Tipos de finca
Cada tipo de propiedad rústica se compra y se valora de forma distinta. Estas son las categorías con las que trabajamos.
Masías
La masía es la casa de payés catalana por excelencia: estructura de piedra, cubierta a dos aguas y cuerpos añadidos a lo largo de siglos. Comprar una masía es comprar un edificio con historia, y eso exige revisar cédula, catalogación urbanística y estado estructural antes de negociar el precio.
Castillos y palacios
Propiedades históricas de gran volumen: castillos, palacios urbanos, monasterios y casas señoriales. Es un mercado pequeño, internacional y muy sensible al estado de conservación y a las cargas patrimoniales que arrastra cada inmueble.

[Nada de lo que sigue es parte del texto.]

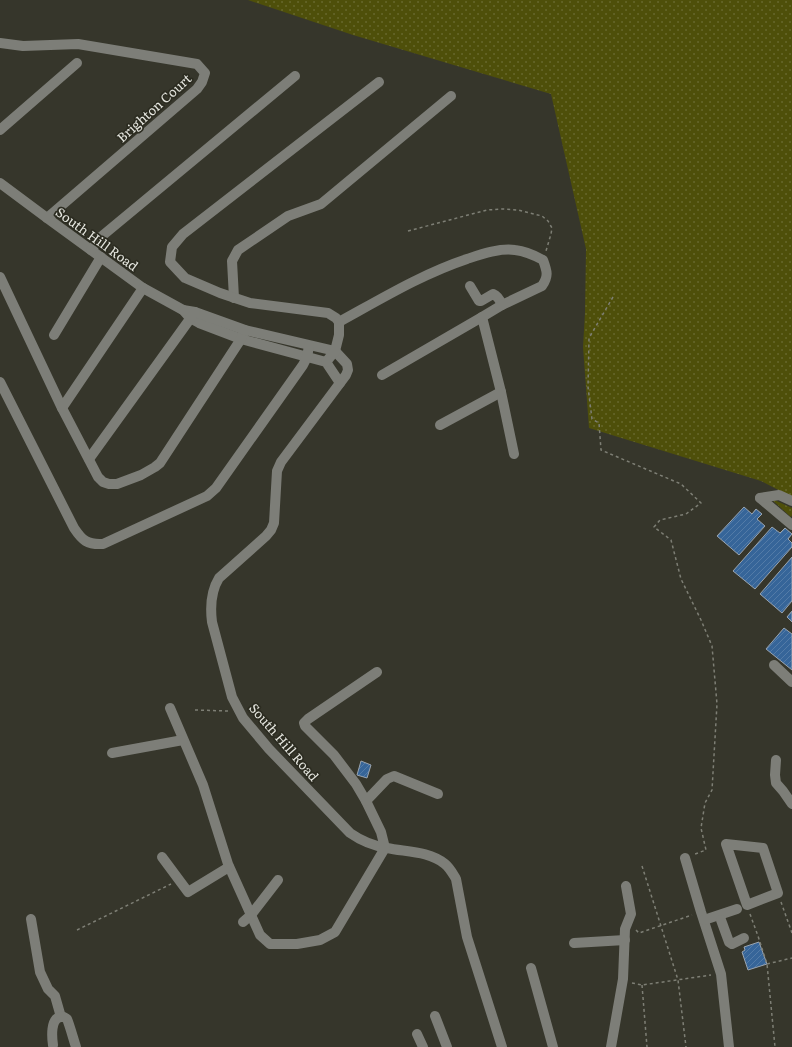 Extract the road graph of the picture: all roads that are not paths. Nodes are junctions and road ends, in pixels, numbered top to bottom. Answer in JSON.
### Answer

Viñedos y fincas agrícolas
Fincas con producción real: viñedo en DO, olivar, almazaras y explotaciones agrícolas en activo. Aquí el análisis va más allá del inmueble — cuentan las hectáreas productivas, los derechos de plantación, el agua y la maquinaria incluida en la operación.
Cotos de caza y bosque
Grandes superficies de monte, bosque y coto de caza mayor. Son operaciones de hectáreas más que de metros construidos: lo determinante es el acuerdo cinegético, los accesos, el aprovechamiento forestal y los linderos reales de la finca.
Turismo rural y negocio
Masías con licencia de turismo rural, hoteles con encanto, campings y restaurantes en finca. Se compran por rentabilidad: lo que se valora es la licencia, la cuenta de explotación y la capacidad de crecimiento sin obra mayor.